Otro dato curioso de la ciudad de Valencia es que aquí se fundó el primer hospital psiquiátrico del mundo, tal como lo fueron conocidos y tan comunes a partir del siglo XVIII. Sin embargo, el hospital ha cumplido 600 años en 2009! Es decir, que fue fundado por el padre Joan Gilabert Jofré en el año 1409 bajo el nombre de Hospital de los Inocentes. Se trataba de una organización de caridad especializada en personas con problemas mentales. Fue cerrado en 1989 y ahora funciona en su lugar un ambulatorio médico, en consonancia con las tendencias mundiales de abandonar este tipo de construcciones antiguas manicomiales (en este caso queda muy poco del antiguo manicomio).
Valencia moderna
Esta ciudad es escenario de modernísimas construcciones debido a las señales innegables de progreso visibles por doquier. Una prueba de ello es la grandiosa Ciudad de las Artes y las Ciencias, un increíble complejo arquitectónico diseñado por el prestigiosísimo Calatrava.

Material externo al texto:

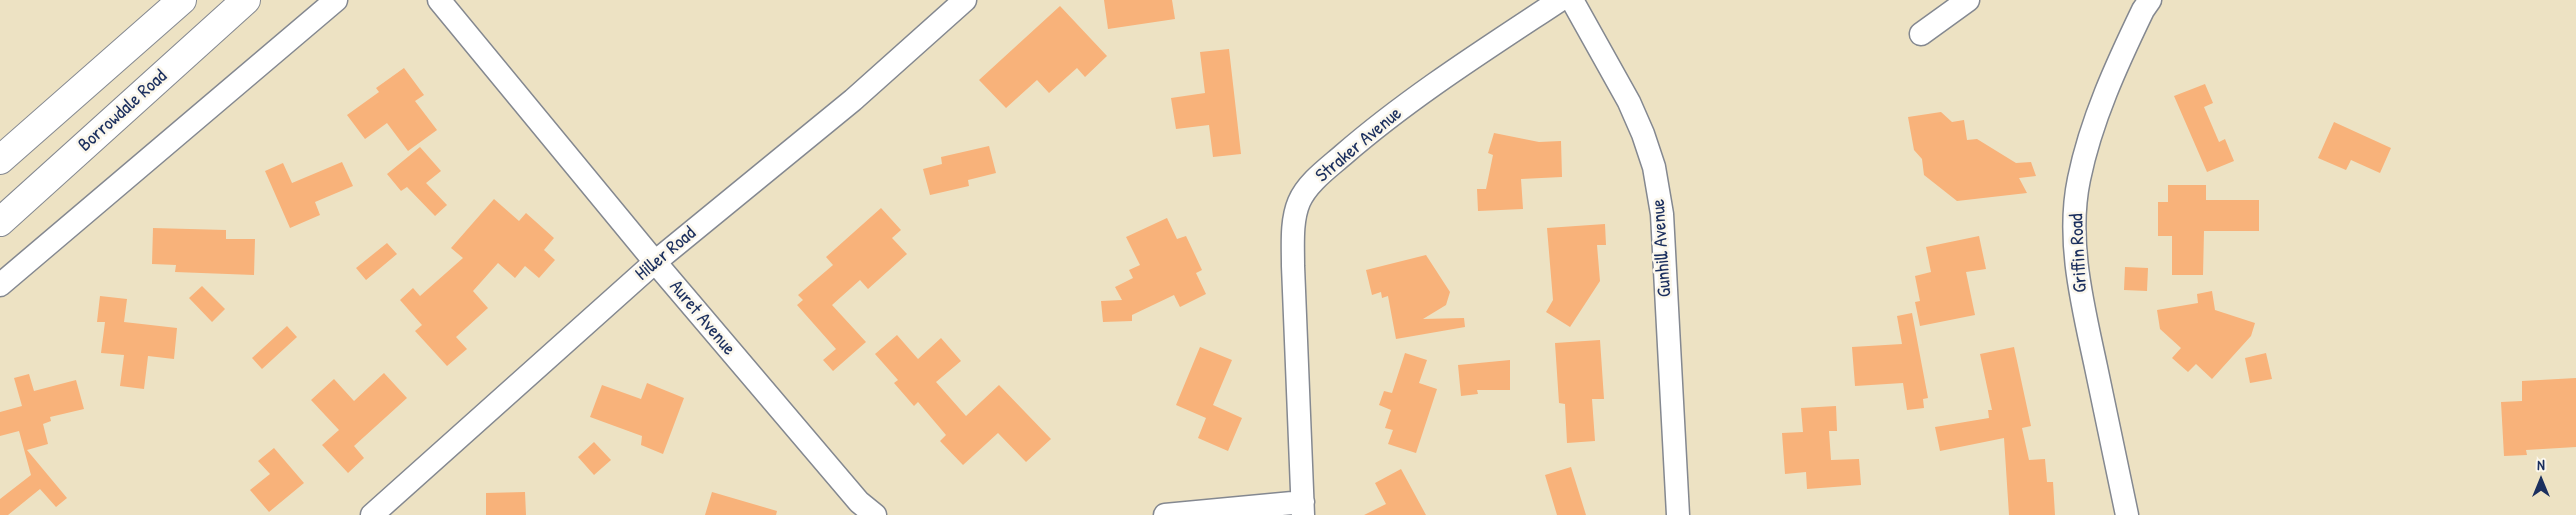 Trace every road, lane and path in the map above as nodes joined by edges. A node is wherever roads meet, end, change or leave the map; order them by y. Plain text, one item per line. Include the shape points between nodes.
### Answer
1 (182, 0) edge
2 (246, 0) edge
3 (336, 0) edge
4 (439, 0) edge
5 (964, 0) edge
6 (1560, 0) edge
7 (1572, 0) edge
8 (1968, 0) edge
9 (2140, 3) edge
10 (1921, 34) dead end
11 (0, 160) edge
12 (0, 222) edge
13 (655, 262) junction
14 (0, 285) edge
15 (1303, 508) edge
16 (372, 515) edge
17 (875, 515) edge
18 (1165, 515) edge
19 (1678, 515) edge
20 (2127, 515) edge

1 - 11 main road
2 - 12 main road, Borrowdale Road
3 - 14 street
4 - 13 street, Auret Avenue
5 - 13 street, Hiller Road via 854,100
6 - 15 street, Straker Avenue via 1363,137 1320,174 1299,201 1293,231 1293,266
7 - 19 street, Gunhill Avenue via 1629,102 1654,166 1662,214
8 - 10 street
9 - 20 street, Griffin Road via 2089,140 2078,181 2075,239 2080,293
13 - 16 street, Hiller Road
13 - 17 street, Auret Avenue via 859,502
15 - 18 street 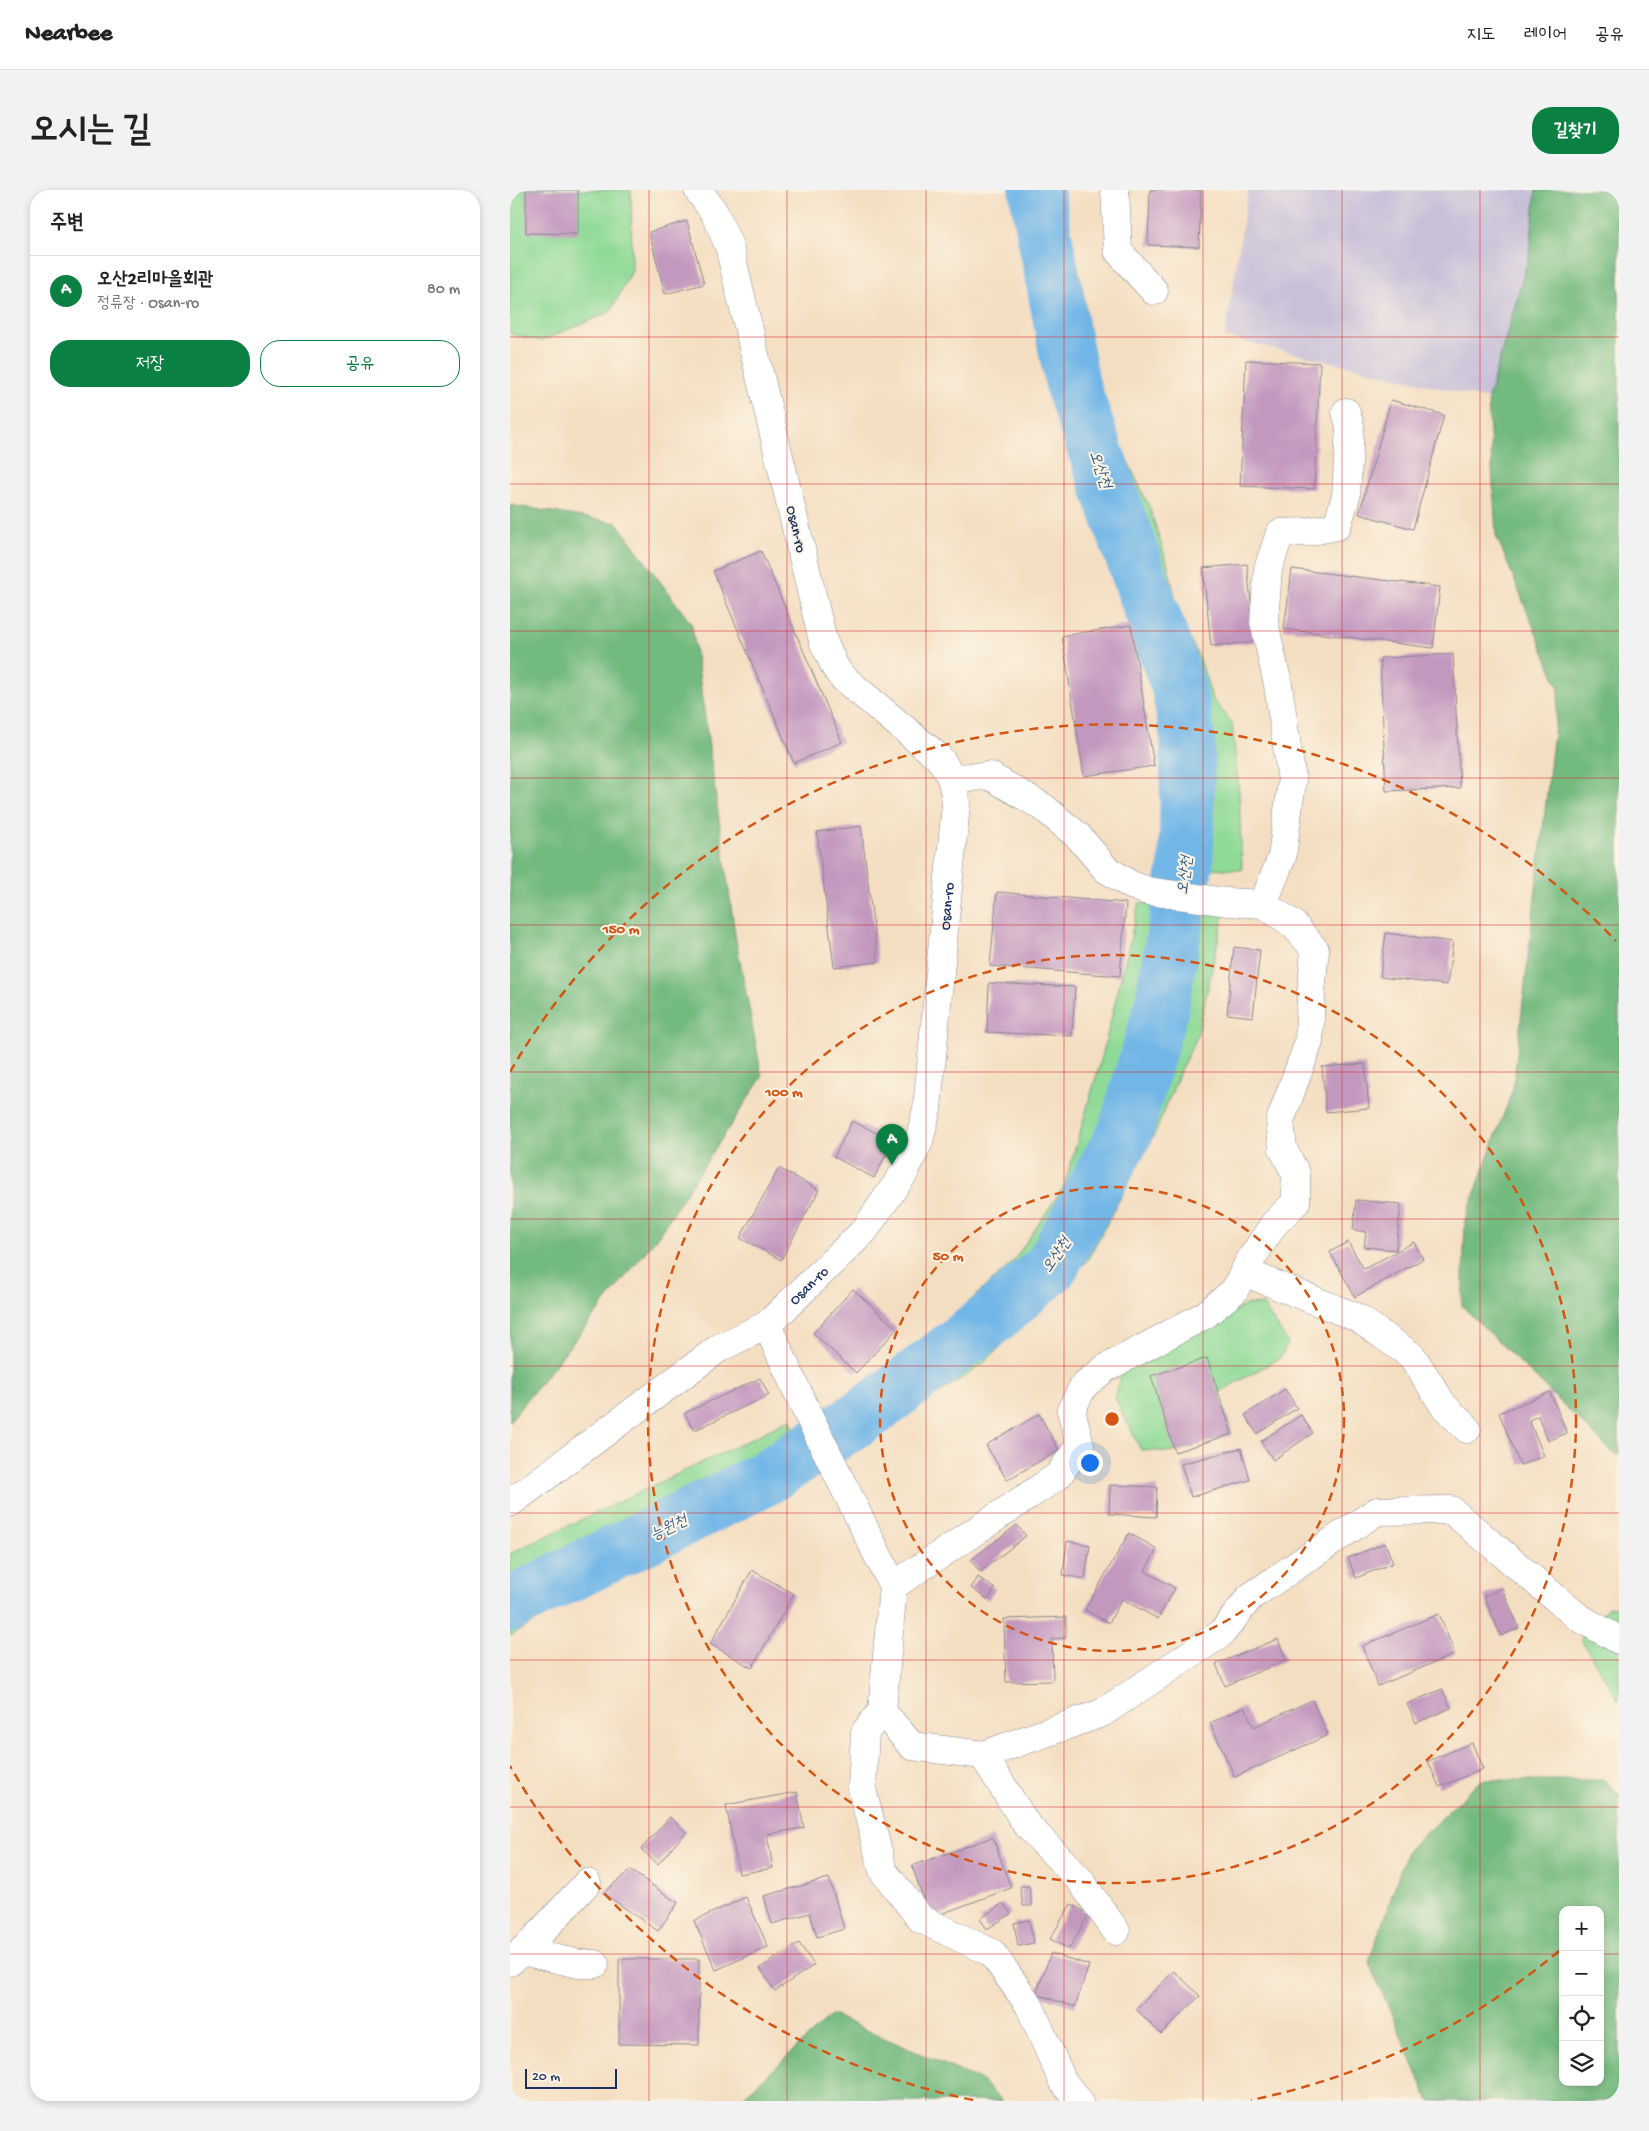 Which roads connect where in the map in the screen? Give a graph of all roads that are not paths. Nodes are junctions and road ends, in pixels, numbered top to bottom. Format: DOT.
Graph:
graph roads {
  1 [pos="698,190"];
  2 [pos="1116,190"];
  3 [pos="1154,291"];
  4 [pos="1346,412"];
  5 [pos="952,778"];
  6 [pos="1263,904"];
  7 [pos="1244,1272"];
  8 [pos="767,1325"];
  9 [pos="1467,1429"];
  10 [pos="510,1503"];
  11 [pos="893,1586"];
  12 [pos="1619,1640"];
  13 [pos="882,1711"];
  14 [pos="983,1755"];
  15 [pos="587,1883"];
  16 [pos="1116,1932"];
  17 [pos="516,1956"];
  18 [pos="595,1964"];
  19 [pos="1079,2101"];
  1 -- 5 [label="street, Osan-ro"];
  2 -- 3 [label="street"];
  4 -- 6 [label="street"];
  5 -- 6 [label="street"];
  5 -- 8 [label="street, Osan-ro"];
  6 -- 7 [label="street"];
  7 -- 9 [label="street"];
  7 -- 11 [label="street"];
  8 -- 10 [label="street, Osan-ro"];
  8 -- 11 [label="street"];
  11 -- 13 [label="street"];
  12 -- 14 [label="street"];
  13 -- 14 [label="street"];
  13 -- 19 [label="street"];
  14 -- 16 [label="street"];
  15 -- 17 [label="street"];
  17 -- 18 [label="street"];
}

En este lugar se encuentra uno de los primeros cines de tres dimensiones de España, el IMAX. La Ciutat de les Arts i les Ciències se ha convertido en un atractivo turístico y científico que debe estar en toda agenda de cualquier visitante a Valencia.
Entre los edificios más importantes destacan El Hemisférico (el que parece un ojo), el Ágora, que es una plaza cubierta, L'Umbracle que es un paseo parquizado, y el puente de L'Assut De L'Or, una mega estructura que está emplazada en el punto más alto de la ciudad.
También es de destacar la zona de los museos, entre los cuales se cuentan el Museo de las Ciencias Príncipe Felipe, el Museo Oceanográfico y Palacio de las Artes Reina Sofía.